# DIRECTIONS
Transcribe the data exactly. Pictures stay out.

Stored data
--*--
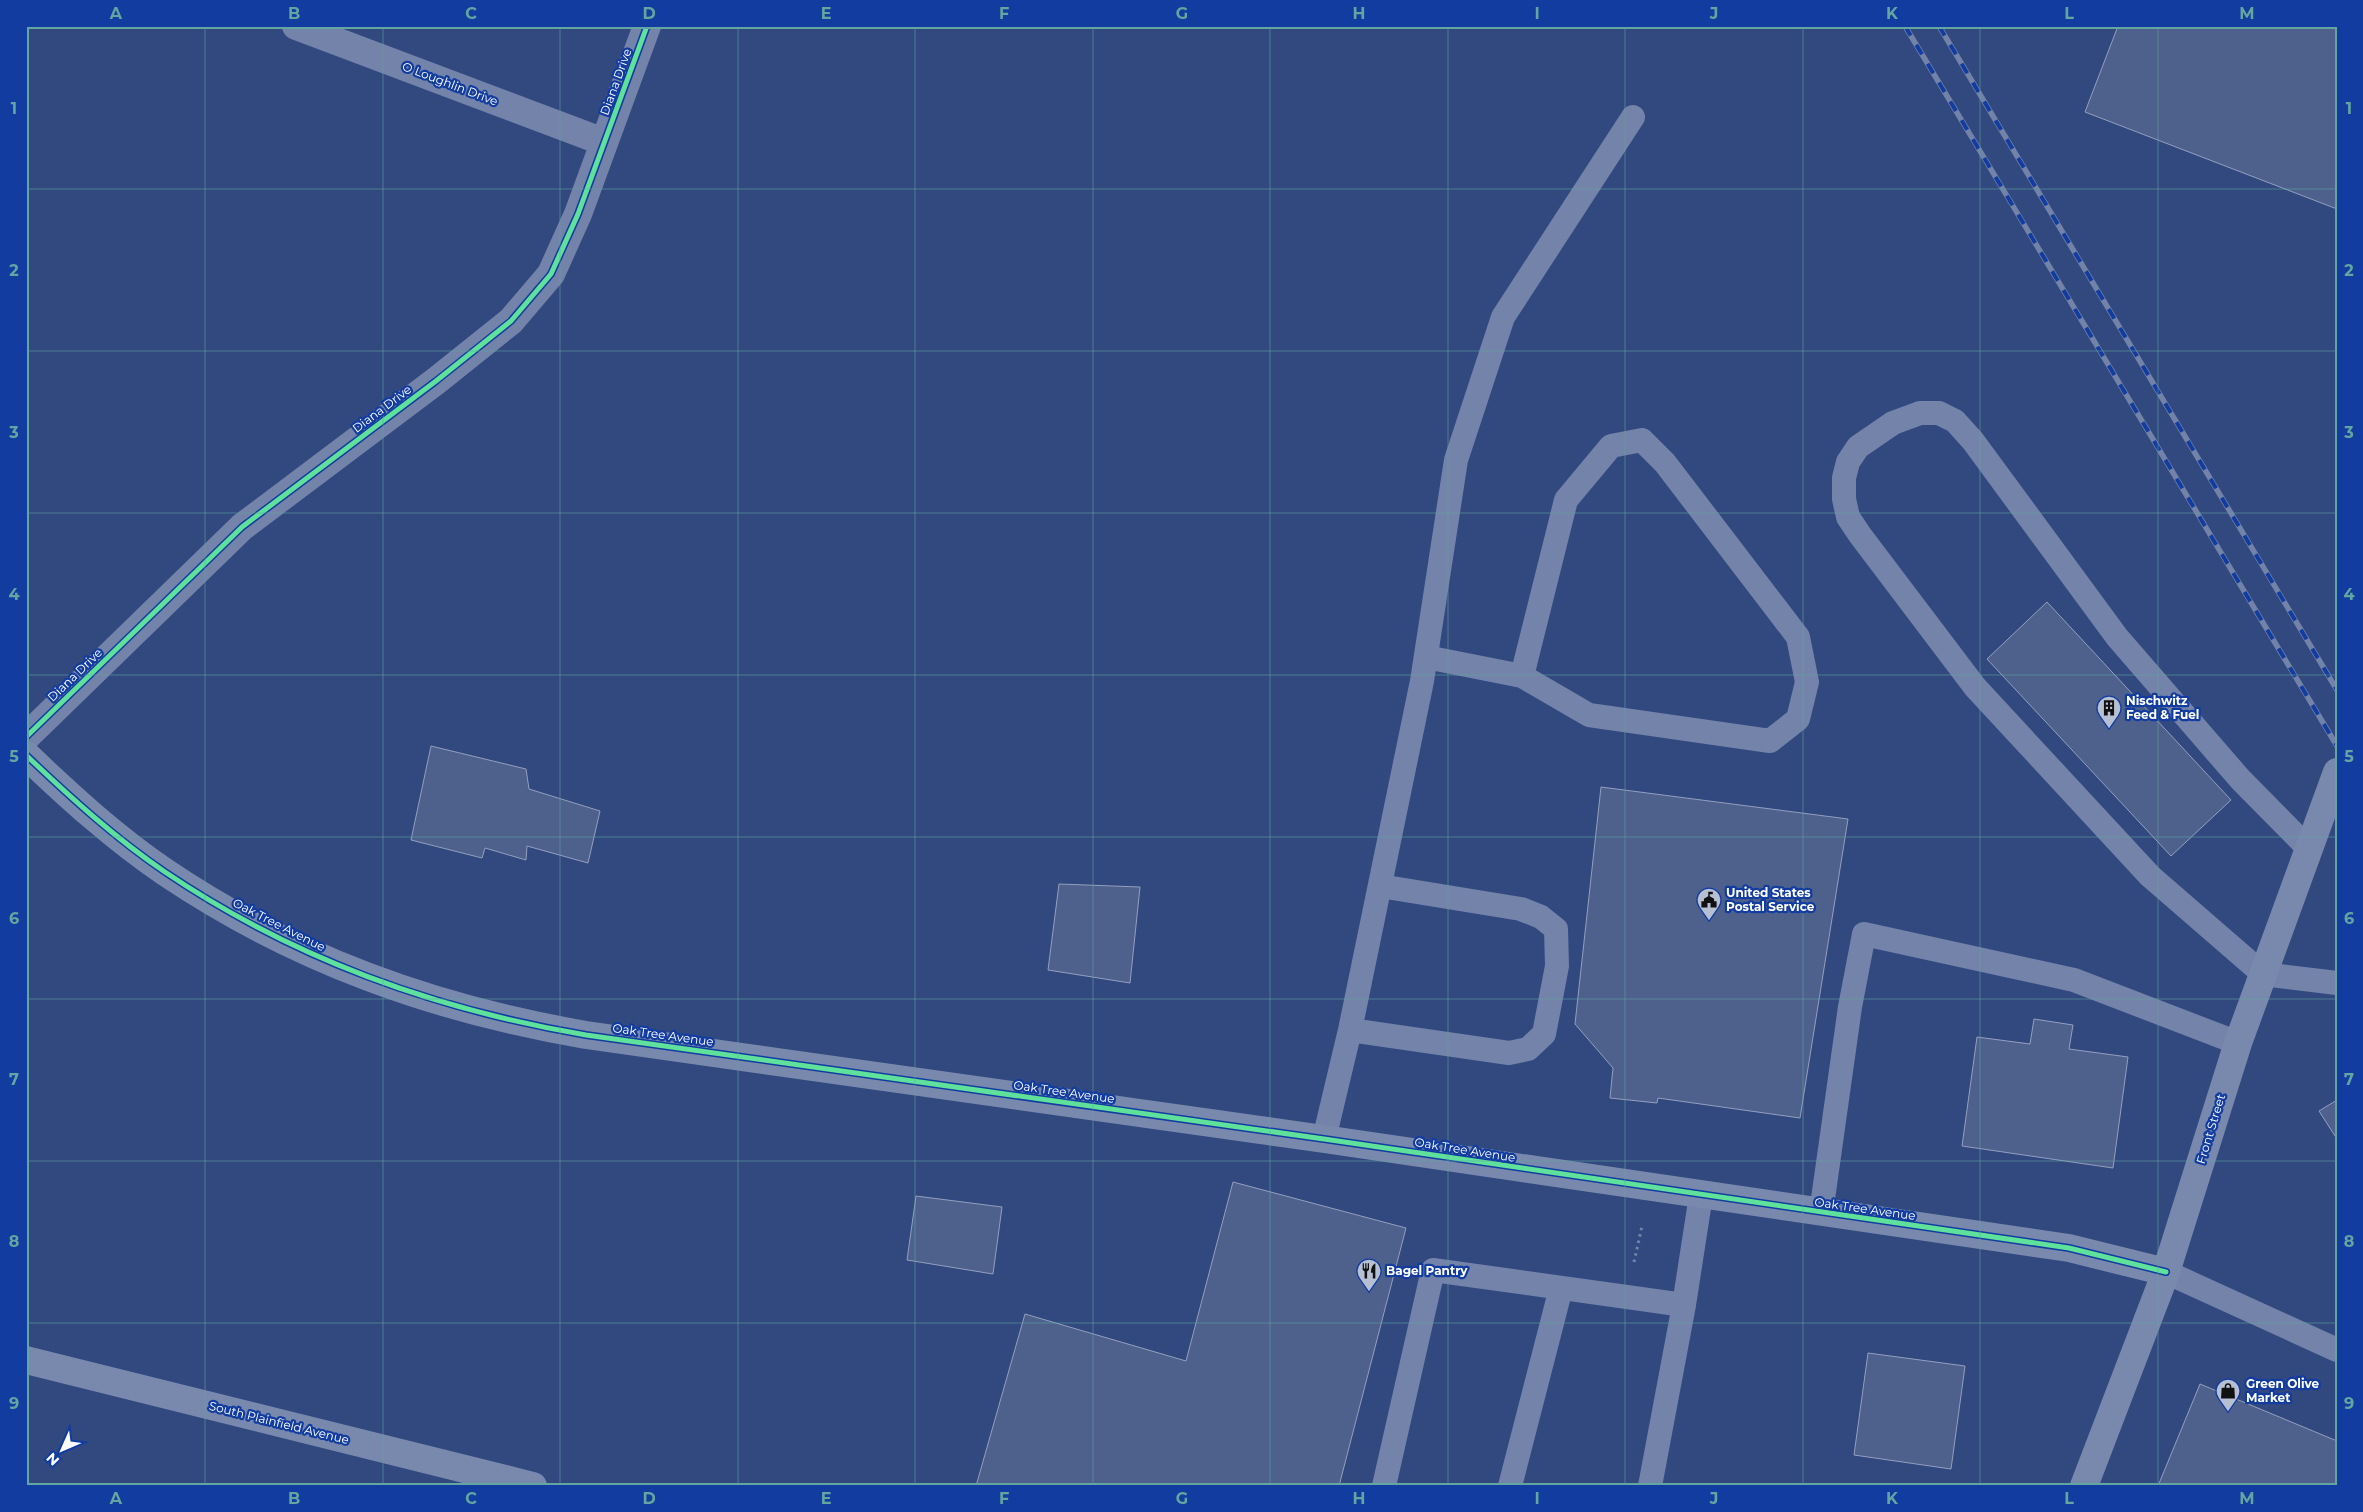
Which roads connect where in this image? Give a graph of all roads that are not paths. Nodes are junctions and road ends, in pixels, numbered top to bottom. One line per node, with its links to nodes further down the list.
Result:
1 (296, 26): 4 (street, O Loughlin Drive)
2 (647, 26): 4 (street, Diana Drive)
3 (1633, 117): 5 (lane)
4 (604, 142): 7 (street, Diana Drive)
5 (1426, 657): 6 (lane); 11 (lane)
6 (1522, 676): 6 (lane)
7 (26, 737)
8 (26, 755): 16 (street, Oak Tree Avenue)
9 (2337, 772): 10 (street, Front Street)
10 (2309, 849): 12 (street, Front Street); 12 (lane)
11 (1380, 886): 14 (lane); 14 (lane)
12 (2263, 974): 13 (lane); 15 (street, Front Street)
13 (2337, 983)
14 (1350, 1030): 16 (lane)
15 (2238, 1043): 18 (lane); 19 (street, Front Street)
16 (1324, 1139): 17 (street, Oak Tree Avenue)
17 (1701, 1195): 18 (street, Oak Tree Avenue); 21 (lane)
18 (1821, 1213): 19 (street, Oak Tree Avenue)
19 (2166, 1272): 22 (lane); 28 (street, Front Street)
20 (1561, 1288): 21 (lane); 26 (lane); 27 (lane)
21 (1684, 1305): 24 (lane)
22 (2337, 1350)
23 (26, 1360): 25 (street, South Plainfield Avenue)
24 (1653, 1485)
25 (533, 1486)
26 (1384, 1486)
27 (1510, 1486)
28 (2084, 1486)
--*--
# SOLUTION TO THE PROBLEM
Which roads connect where in this image? Give a graph of all roads that are not paths. Nodes are junctions and road ends, in pixels, numbered top to bottom. One line per node, with its links to nodes further down the list.
Result:
1 (296, 26): 4 (street, O Loughlin Drive)
2 (647, 26): 4 (street, Diana Drive)
3 (1633, 117): 5 (lane)
4 (604, 142): 7 (street, Diana Drive)
5 (1426, 657): 6 (lane); 11 (lane)
6 (1522, 676): 6 (lane)
7 (26, 737)
8 (26, 755): 16 (street, Oak Tree Avenue)
9 (2337, 772): 10 (street, Front Street)
10 (2309, 849): 12 (street, Front Street); 12 (lane)
11 (1380, 886): 14 (lane); 14 (lane)
12 (2263, 974): 13 (lane); 15 (street, Front Street)
13 (2337, 983)
14 (1350, 1030): 16 (lane)
15 (2238, 1043): 18 (lane); 19 (street, Front Street)
16 (1324, 1139): 17 (street, Oak Tree Avenue)
17 (1701, 1195): 18 (street, Oak Tree Avenue); 21 (lane)
18 (1821, 1213): 19 (street, Oak Tree Avenue)
19 (2166, 1272): 22 (lane); 28 (street, Front Street)
20 (1561, 1288): 21 (lane); 26 (lane); 27 (lane)
21 (1684, 1305): 24 (lane)
22 (2337, 1350)
23 (26, 1360): 25 (street, South Plainfield Avenue)
24 (1653, 1485)
25 (533, 1486)
26 (1384, 1486)
27 (1510, 1486)
28 (2084, 1486)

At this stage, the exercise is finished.